COLORADO SPRINGS, Colo. (KRDO) - A new study from the Centers for Disease Control and Prevention shows children have been going to the emergency room for mental health conditions at a higher rate since the pandemic began, especially for girls.
The study has tracked ER visits from January 2019 to January 2020. It found a 50 percent increase in self harm injury visits, a 60 percent increase in mental health disorder visits, and a 70 percent increase in overdoses, all affecting kids 12 to 17.
Compared to 2019, weekly emergency department visits among girls aged 12–17 increased for eating and tic disorders during 2020, for depression, eating, tic, and obsessive-compulsive disorders during 2021, and for anxiety, trauma and stressor-related, eating, tic, and obsessive-compulsive disorders, and overall mental health condition visits during January 2022.
The proportion of emergency department visits related to eating disorders doubled among adolescent females and tripled for tic disorders during the pandemic.
Penrose-St. Francis Hospital in Colorado Springs says they've definitely noticed an increase in mental-health related emergency room visits.
"We've seen more visits for mental health issues like anxiety, trauma-related things, suicide, suicidal thoughts or even suicidal attempts," said Dr. Michael Roshon, Vice President of Research Operations for Centura, and an Emergency Physician at Penrose-St. Francis. "Also, firearm-related issues, and drug related issues -- even in the in the pediatric and adolescent population."
Eating disorders have grown in prevalence during this time period. It's a spike EDCare in Colorado Springs has seen first-hand.
"I would say that the first year of the pandemic, we saw about a 25 percent increase in inquiries, and then it doubled the following year," said Dr. Tamara Pryor, Senior Fellow and Director of Research at EDCare. "And I know if you look at the National Eating Disorder Association's helpline that they went, they tripled. They got over 60,000 inquiries in 2021 for their help line."
Both doctors say all of the emotions adults have felt over these last two years, have been just as bad or worse for kids.
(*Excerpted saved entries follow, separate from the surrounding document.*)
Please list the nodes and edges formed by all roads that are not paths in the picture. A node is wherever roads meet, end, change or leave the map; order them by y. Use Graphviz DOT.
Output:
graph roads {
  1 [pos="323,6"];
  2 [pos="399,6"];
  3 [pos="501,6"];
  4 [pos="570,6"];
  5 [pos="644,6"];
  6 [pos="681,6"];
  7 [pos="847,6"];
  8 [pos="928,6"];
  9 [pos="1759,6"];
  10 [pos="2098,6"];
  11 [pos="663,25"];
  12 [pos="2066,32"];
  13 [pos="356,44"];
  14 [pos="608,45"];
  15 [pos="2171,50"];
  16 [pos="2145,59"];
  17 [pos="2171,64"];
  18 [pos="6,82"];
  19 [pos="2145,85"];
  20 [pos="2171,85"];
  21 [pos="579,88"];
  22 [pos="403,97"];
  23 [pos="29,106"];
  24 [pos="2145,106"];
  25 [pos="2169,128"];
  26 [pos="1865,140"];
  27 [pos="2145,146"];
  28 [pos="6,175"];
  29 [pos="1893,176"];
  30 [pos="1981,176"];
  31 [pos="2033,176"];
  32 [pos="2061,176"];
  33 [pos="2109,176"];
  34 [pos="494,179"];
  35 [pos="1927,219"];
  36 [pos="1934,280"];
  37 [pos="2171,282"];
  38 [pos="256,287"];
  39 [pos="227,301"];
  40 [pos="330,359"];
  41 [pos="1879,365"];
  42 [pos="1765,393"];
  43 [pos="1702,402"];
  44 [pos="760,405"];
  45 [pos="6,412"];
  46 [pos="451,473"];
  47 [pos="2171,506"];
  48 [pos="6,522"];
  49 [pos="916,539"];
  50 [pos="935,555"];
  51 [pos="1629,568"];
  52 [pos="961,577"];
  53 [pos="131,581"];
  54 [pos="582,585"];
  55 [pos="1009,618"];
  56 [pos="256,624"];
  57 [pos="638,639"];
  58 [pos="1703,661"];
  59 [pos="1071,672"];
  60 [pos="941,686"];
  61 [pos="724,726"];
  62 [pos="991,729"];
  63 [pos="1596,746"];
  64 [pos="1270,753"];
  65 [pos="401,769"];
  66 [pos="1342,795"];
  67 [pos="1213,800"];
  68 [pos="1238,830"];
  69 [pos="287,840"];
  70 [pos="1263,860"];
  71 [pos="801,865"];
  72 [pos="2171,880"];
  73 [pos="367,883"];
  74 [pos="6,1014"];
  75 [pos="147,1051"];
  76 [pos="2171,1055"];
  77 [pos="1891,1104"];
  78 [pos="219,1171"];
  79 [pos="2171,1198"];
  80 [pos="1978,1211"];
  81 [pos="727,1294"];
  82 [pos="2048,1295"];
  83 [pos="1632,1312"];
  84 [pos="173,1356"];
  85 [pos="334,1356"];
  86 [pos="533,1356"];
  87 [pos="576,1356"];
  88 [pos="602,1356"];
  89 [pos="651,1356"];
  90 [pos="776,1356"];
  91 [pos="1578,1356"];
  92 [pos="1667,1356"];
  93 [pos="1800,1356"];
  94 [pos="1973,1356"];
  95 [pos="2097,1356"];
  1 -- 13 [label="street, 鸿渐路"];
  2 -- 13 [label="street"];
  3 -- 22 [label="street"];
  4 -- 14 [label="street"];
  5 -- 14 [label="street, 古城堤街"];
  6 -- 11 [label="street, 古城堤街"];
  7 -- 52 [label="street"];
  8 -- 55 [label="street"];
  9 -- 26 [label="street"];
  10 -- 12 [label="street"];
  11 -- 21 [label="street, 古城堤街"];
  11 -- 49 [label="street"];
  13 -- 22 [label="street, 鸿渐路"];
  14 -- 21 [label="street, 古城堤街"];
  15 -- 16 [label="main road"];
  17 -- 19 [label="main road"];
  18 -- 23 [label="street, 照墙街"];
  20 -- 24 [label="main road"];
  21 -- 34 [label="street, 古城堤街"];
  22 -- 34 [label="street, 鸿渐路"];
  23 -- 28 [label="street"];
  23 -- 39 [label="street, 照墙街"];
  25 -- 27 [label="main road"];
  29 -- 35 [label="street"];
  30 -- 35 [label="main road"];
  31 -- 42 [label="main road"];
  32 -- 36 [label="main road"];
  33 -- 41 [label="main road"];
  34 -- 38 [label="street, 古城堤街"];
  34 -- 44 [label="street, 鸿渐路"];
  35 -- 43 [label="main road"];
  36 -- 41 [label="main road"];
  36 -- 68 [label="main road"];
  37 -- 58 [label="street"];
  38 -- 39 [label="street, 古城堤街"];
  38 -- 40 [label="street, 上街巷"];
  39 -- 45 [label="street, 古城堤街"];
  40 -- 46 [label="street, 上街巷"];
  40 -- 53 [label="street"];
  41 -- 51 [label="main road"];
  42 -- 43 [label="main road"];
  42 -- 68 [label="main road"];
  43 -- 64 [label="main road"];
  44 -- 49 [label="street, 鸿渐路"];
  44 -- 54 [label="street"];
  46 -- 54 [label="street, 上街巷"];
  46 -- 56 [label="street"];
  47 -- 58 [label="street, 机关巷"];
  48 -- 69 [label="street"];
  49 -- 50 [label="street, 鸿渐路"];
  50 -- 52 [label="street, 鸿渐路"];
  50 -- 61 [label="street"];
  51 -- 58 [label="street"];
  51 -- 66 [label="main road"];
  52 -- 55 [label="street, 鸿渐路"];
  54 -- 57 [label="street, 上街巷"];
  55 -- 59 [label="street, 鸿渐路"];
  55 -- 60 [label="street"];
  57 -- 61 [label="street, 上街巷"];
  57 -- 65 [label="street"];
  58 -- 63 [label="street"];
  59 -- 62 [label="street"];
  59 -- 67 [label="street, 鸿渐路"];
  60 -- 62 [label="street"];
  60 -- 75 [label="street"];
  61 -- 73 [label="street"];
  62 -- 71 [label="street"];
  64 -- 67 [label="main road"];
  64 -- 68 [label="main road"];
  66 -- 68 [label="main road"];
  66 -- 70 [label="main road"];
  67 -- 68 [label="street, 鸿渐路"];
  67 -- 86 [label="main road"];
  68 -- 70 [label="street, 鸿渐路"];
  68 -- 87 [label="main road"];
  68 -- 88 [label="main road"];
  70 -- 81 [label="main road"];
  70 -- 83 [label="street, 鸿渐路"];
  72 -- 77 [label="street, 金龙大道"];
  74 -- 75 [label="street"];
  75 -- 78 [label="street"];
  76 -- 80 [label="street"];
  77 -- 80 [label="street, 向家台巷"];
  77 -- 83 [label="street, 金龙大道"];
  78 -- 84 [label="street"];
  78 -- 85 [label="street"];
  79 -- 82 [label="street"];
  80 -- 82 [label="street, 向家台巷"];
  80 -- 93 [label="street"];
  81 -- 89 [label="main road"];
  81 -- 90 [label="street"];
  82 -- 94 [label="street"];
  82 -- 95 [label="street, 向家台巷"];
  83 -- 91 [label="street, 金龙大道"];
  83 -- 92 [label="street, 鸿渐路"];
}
"I really do think that loneliness, isolation, a loss of connection, those are really the enemies of mental health," said Dr. Pryor. "We very often talk about eating disorders being disorders of disconnect. A disconnect to self and others, and the pandemic just simply increased that tremendously. People being isolated at home, young people not being able to maintain their routines. Developmentally, it's so critical for young people, middle school and high school, to be developing skills with regards to interpersonal relationships.”
"If you're a parent, think about the stress that you felt, and the uncertainty, fear, and difficulty in navigating how we do this," said Dr. Roshon. "It's been hard for you, so think about how hard that would be for your 12-year-old or your 13-year-old when many times their main socialization and main exposure to their friends, which is so important at that age, was taken away through through school closings and all that. These children in that age group need a little bit of understanding."
During the beginning of the pandemic ER visits actually declined by over 50 percent, likely because people were afraid to go into a hospital for fear of catching the virus. Patients have returned since then, and Centura says they're back to near-normal numbers. They also encourage people to never put off emergency care.
"When you have a real problem that needs needs an extensive evaluation and needs something fast, the ER is safe," said Dr. Roshon. "We have all of the all the protocols to keep you from catching COVID. Look, I worked in the ER for the last two years, I took care of hundreds and hundreds of COVID patients, and I didn't catch COVID because we have really good protective equipment. We have really good protocols to keep patients, staff, family members safe."
The CDC study says the rise in mental health ER visits could represent an overall increase in distress among young females during the pandemic.
The CDC researchers also say early identification, expanded prevention, and intervention strategies are critical to improving pediatric mental health, especially among girls who might have an increased need.
In 2021, a national emergency for children’s mental health was declared by several pediatric health organizations, and the U.S. Surgeon General released an advisory on mental health among kids. Children's Hospital Colorado has called for more than $100 million in funding to address the mental health crisis in children.